## PROBLEM TO WORK ON:
Across the listing, the lines that include "Tunstall" must be tallied and reported as a bare number.
* * * * * * * * *
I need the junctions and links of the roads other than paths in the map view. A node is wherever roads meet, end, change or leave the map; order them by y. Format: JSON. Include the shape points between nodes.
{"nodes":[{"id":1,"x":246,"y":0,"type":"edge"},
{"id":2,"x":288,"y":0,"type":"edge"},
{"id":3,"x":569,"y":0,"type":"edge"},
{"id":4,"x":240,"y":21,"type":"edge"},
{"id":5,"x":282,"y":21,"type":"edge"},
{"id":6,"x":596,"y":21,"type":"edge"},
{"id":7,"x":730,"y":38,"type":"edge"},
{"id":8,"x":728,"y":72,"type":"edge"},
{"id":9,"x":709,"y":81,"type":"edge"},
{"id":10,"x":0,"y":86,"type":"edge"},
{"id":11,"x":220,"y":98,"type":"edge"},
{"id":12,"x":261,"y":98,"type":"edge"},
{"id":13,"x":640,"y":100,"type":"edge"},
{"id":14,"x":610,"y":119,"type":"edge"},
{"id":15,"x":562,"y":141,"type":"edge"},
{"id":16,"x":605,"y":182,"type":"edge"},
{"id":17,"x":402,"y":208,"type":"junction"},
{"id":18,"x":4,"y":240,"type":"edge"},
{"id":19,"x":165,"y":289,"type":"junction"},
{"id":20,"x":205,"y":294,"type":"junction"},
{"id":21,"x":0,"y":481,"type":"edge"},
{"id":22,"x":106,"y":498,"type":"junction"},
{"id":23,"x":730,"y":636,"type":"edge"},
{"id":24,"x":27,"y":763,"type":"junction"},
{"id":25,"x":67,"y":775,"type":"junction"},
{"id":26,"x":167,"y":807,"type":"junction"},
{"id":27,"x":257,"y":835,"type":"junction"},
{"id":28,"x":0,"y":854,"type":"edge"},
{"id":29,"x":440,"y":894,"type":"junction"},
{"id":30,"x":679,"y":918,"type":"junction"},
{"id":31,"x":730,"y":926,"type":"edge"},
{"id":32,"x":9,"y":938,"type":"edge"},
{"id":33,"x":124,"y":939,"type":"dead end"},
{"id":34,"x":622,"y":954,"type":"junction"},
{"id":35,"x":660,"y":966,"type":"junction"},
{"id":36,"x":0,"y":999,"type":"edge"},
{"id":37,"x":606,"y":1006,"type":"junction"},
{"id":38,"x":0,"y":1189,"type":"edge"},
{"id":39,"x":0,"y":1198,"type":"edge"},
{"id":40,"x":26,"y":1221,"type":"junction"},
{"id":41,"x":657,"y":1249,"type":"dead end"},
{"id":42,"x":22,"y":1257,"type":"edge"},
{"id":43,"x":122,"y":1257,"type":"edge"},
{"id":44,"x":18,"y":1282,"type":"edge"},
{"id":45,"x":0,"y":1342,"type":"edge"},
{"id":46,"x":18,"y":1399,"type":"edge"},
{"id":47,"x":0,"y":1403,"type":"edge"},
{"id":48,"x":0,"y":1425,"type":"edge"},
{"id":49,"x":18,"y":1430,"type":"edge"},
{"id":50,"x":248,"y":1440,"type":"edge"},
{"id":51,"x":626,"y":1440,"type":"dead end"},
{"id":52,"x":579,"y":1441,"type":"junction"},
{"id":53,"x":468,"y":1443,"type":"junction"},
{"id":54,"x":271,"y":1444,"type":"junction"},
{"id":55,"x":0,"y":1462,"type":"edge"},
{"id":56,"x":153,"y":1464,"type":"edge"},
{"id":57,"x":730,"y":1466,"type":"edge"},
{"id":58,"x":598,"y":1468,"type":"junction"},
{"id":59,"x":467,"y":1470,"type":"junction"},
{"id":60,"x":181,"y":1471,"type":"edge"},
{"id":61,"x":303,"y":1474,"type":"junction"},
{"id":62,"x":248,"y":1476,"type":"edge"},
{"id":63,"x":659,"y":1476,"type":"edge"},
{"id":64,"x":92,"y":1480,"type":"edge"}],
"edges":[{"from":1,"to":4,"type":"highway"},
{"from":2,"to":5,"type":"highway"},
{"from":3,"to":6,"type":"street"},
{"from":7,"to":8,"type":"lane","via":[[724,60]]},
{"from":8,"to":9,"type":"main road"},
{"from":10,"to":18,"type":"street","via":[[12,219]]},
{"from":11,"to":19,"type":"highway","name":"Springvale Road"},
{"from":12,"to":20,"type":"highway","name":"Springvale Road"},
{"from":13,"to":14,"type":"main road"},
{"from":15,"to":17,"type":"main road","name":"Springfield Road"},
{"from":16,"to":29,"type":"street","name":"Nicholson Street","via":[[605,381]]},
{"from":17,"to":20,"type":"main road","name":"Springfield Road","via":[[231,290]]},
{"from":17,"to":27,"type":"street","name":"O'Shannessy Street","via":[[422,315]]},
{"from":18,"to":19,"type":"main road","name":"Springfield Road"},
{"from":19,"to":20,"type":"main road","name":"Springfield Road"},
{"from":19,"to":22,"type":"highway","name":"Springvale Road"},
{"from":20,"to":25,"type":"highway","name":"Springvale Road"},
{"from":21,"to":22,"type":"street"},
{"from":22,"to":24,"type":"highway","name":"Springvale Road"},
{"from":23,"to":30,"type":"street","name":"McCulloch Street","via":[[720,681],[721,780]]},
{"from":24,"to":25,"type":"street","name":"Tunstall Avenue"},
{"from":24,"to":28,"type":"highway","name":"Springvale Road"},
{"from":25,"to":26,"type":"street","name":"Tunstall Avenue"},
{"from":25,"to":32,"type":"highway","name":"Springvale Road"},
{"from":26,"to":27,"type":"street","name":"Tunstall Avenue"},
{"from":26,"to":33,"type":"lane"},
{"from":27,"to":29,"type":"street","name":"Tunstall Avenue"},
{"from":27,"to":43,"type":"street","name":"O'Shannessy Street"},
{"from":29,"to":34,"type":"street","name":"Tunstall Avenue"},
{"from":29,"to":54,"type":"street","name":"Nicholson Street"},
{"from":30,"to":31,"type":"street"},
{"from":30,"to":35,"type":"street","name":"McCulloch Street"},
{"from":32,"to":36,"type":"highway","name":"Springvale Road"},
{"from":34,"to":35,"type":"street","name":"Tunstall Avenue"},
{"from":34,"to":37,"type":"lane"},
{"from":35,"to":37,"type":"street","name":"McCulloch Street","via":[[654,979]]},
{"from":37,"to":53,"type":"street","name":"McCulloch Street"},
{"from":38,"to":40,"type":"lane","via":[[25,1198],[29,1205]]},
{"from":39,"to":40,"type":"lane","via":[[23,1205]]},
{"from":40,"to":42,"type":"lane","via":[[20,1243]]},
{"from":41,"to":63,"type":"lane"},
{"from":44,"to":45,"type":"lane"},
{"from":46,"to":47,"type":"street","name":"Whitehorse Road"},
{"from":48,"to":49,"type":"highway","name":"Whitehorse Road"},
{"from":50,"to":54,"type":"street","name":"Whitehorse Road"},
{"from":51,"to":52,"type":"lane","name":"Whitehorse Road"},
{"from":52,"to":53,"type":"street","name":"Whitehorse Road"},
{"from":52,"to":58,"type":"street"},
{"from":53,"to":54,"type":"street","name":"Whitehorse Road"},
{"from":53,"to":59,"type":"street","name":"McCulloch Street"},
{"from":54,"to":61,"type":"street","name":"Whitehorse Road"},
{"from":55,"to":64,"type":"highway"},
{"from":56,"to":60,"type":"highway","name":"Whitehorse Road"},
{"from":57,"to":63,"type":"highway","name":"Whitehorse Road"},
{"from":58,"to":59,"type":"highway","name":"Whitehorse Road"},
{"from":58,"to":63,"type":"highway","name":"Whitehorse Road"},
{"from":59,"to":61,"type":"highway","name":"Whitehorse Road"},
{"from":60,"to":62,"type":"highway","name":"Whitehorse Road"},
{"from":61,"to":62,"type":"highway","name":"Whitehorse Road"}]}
* * * * * * * * *
## OUTPUT BELOW:
6